L’exemple de Chtouka-Aït Baha, dans la région d’Agadir, illustre ce potentiel. La station de dessalement mise en service au début des années 2020 y produit environ 275.000 m³ d’eau par jour, dont près de la moitié est destinée à l’irrigation. Elle alimente plus de 15.000 hectares de cultures sous serre, contribuant au maintien d’une agriculture d’export performante. Une extension en cours doit porter la capacité à 400.000 m³ par jour à l’horizon 2026.

Un coût incompatible avec la majorité des cultures

Pour autant, cette réussite locale ne saurait être généralisée. La principale contrainte demeure économique. Le coût de l’eau dessalée avoisine 0,5 dollar par mètre cube, soit au moins cinq dirhams, et probablement davantage si l’ensemble des coûts réels est intégré. Ceux-ci incluent l’investissement initial, la consommation énergétique, la gestion de la saumure, les impacts environnementaux et les charges financières à long terme.

À ce niveau de prix, seules des cultures à très forte valeur ajoutée peuvent absorber durablement le coût de l’eau dessalée. Les céréales, les fourrages, l’élevage ou l’arboriculture traditionnelle en sont exclus. Même certaines filières intensives, comme l’agrumiculture, voient leur rentabilité fragilisée lorsque l’irrigation repose sur le dessalement, en particulier lorsque l’eau doit être transportée sur de longues distances.

Des risques d’inégalités territoriales

Au-delà de la rentabilité des exploitations, le dessalement pose un enjeu territorial majeur. Les régions côtières, proches des stations, bénéficient d’un avantage structurel, tandis que les zones de l’intérieur doivent supporter des surcoûts élevés liés au transport et au pompage de l’eau. Les projets de transferts hydriques de grande ampleur, parfois qualifiés d’« autoroutes de l’eau », illustrent l’ampleur des investissements nécessaires.

Si cette équation reste relativement maîtrisable pour l’eau potable en milieu urbain, où les volumes consommés sont limités, elle devient beaucoup plus fragile en agriculture, où les besoins sont massifs. D’où la nécessité d’une grande prudence stratégique.

Une orientation officielle assumée

Les orientations publiques vont dans ce sens. Le Maroc compte actuellement 17 stations de dessalement en exploitation, pour une production annuelle d’environ 345 millions de m³. À l’horizon 2030, la capacité nationale devrait atteindre 1,7 milliard de m³ par an, grâce à de nouveaux projets à Casablanca, Dakhla, Safi ou El Jadida.

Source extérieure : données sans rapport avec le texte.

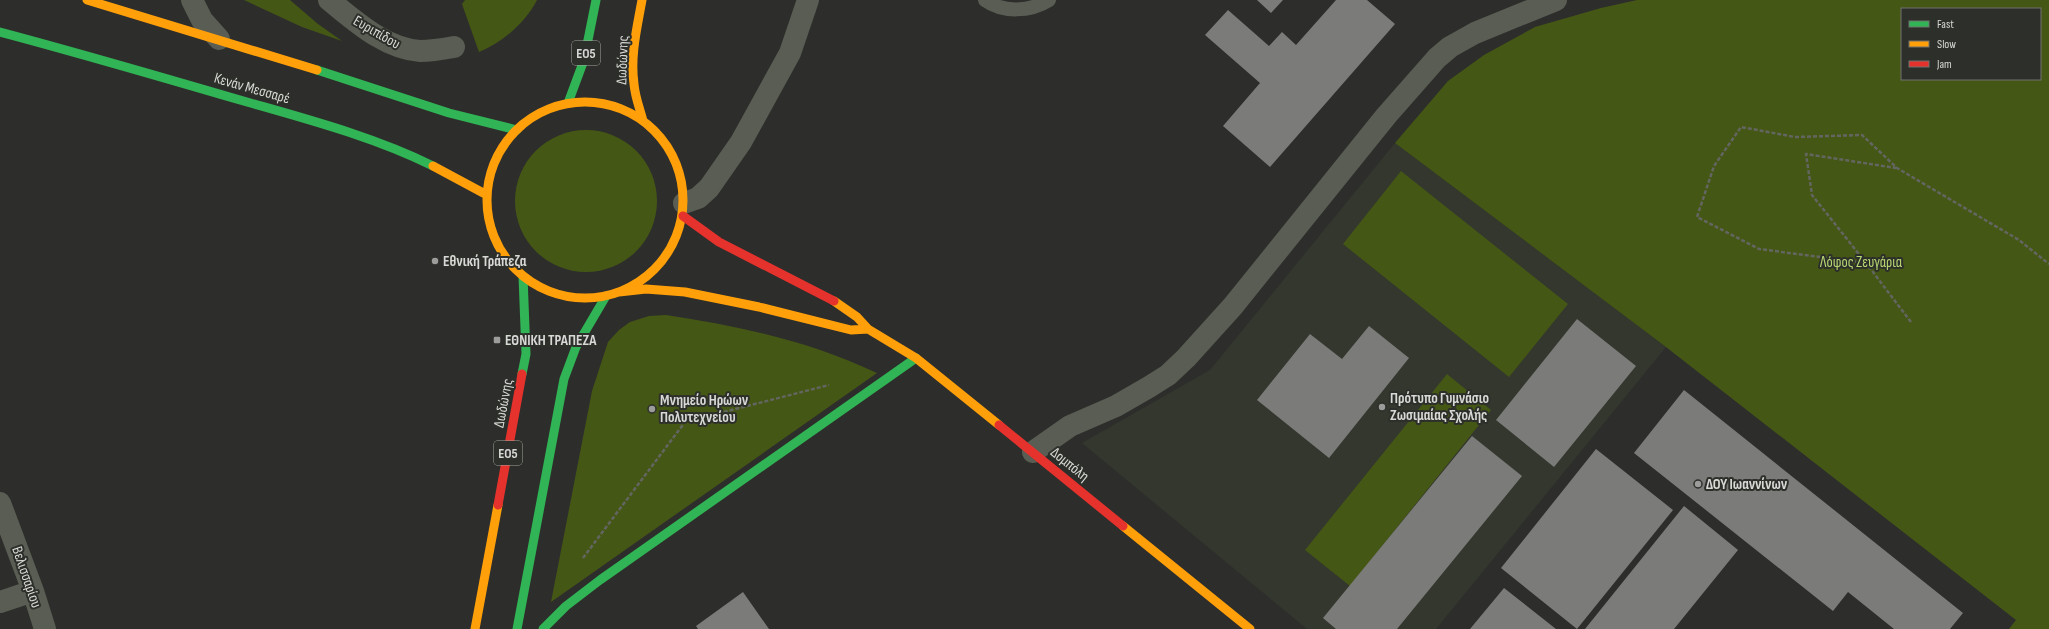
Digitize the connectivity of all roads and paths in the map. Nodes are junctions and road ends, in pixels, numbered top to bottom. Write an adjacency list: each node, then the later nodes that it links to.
1 (87, 0): 11 (main road)
2 (192, 0): 11 (street)
3 (329, 0): 12 (street, Ευριπίδου)
4 (596, 0): 13 (main road, ΕΟ5)
5 (642, 0): 14 (main road, Δωδώνης)
6 (808, 0): 18 (street)
7 (985, 0): 8 (lane)
8 (1049, 0)
9 (1556, 0): 28 (street)
10 (0, 32): 17 (main road, Κενάν Μεσσαρέ)
11 (219, 39): 15 (main road)
12 (454, 47)
13 (568, 104): 14 (main road, Δωδώνης); 15 (main road, Δωδώνης)
14 (643, 121): 18 (main road, Δωδώνης)
15 (517, 130): 17 (main road, Δωδώνης)
16 (1897, 168): 19 (path); 19 (path); 20 (path)
17 (487, 195): 21 (main road, Δωδώνης)
18 (683, 210): 22 (main road, Δωδώνης); 25 (main road, Δομπόλη)
19 (1866, 263): 24 (path)
20 (2049, 264)
21 (523, 276): 23 (main road, Δωδώνης); 34 (main road, Δωδώνης / ΕΟ5)
22 (619, 292): 23 (main road, Δωδώνης); 25 (main road)
23 (606, 296): 35 (main road)
24 (1911, 322)
25 (868, 329): 26 (main road, Δομπόλη)
26 (916, 358): 28 (main road, Δομπόλη); 36 (main road)
27 (831, 384): 30 (path)
28 (1033, 452): 37 (main road, Δομπόλη)
29 (0, 503): 31 (street, Βελισσαρίου)
30 (578, 565)
31 (33, 591): 32 (street); 33 (street, Βελισσαρίου)
32 (0, 602)
33 (45, 629)
34 (475, 629)
35 (517, 629)
36 (543, 629)
37 (1250, 629)

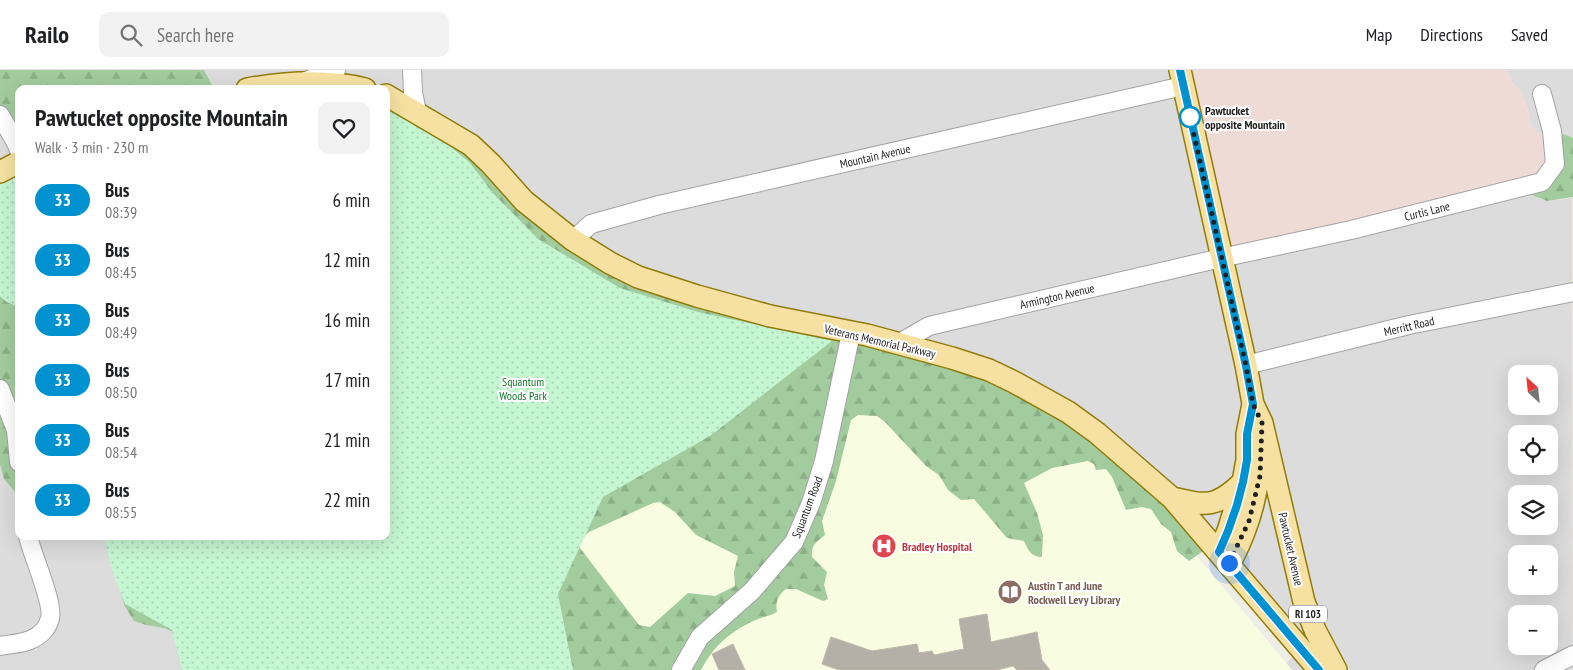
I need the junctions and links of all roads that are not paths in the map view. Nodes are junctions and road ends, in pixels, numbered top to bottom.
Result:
1 (336, 70) edge
2 (412, 70) edge
3 (1182, 78) edge
4 (301, 82) junction
5 (270, 85) edge
6 (340, 85) edge
7 (1542, 94) dead end
8 (390, 97) edge
9 (417, 112) junction
10 (0, 115) edge
11 (15, 141) edge
12 (15, 164) edge
13 (0, 172) edge
14 (572, 240) junction
15 (1221, 258) junction
16 (1573, 292) edge
17 (851, 333) junction
18 (898, 344) junction
19 (1246, 366) junction
20 (1, 392) edge
21 (1257, 413) junction
22 (15, 427) edge
23 (1243, 482) junction
24 (1172, 498) junction
25 (29, 540) edge
26 (1224, 558) junction
27 (0, 646) edge
28 (1573, 655) edge
29 (681, 670) edge
30 (1319, 670) edge
31 (1336, 670) edge
32 (1544, 670) edge

1 - 4 street
2 - 9 street
3 - 14 street, Mountain Avenue
3 - 15 main road, Pawtucket Avenue / RI 103
4 - 5 main road
4 - 6 main road
7 - 15 street, Curtis Lane
8 - 9 main road, Veterans Memorial Parkway
9 - 14 main road, Veterans Memorial Parkway
10 - 11 street
12 - 13 main road
14 - 17 main road, Veterans Memorial Parkway
15 - 18 street, Armington Avenue
15 - 19 main road, Pawtucket Avenue / RI 103
16 - 19 street, Merritt Road
17 - 18 main road, Veterans Memorial Parkway
17 - 29 street, Squantum Road
18 - 24 main road, Veterans Memorial Parkway
19 - 21 main road, Pawtucket Avenue / RI 103
20 - 22 street
21 - 23 main road, Pawtucket Avenue / RI 103
21 - 26 main road, Pawtucket Avenue
21 - 31 main road, Pawtucket Avenue / RI 103
23 - 24 main road
23 - 26 main road, Pawtucket Avenue / RI 103
24 - 26 main road, Veterans Memorial Parkway
25 - 27 street
26 - 30 main road, Veterans Memorial Parkway / RI 103
28 - 32 street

Toutefois, la majorité de ces volumes est destinée à l’eau potable et aux usages industriels. Les autorités ont clairement indiqué que l’eau dessalée n’a pas vocation à irriguer les cultures extensives.

Vers une agriculture plus sélective

À moyen terme, une baisse des coûts n’est pas exclue, grâce aux avancées technologiques, à l’intégration des énergies renouvelables ou à la valorisation future de la saumure. Mais ces perspectives restent encore incertaines dans le contexte marocain.

D’ici là, le dessalement dessine les contours d’une agriculture plus sélective, concentrée sur des périmètres côtiers, des exploitations capitalistiques et des cultures à très forte valeur ajoutée. Une transformation profonde du paysage agricole, porteuse de performance pour certains territoires, mais aussi de risques d’inégalités accrues à l’échelle nationale.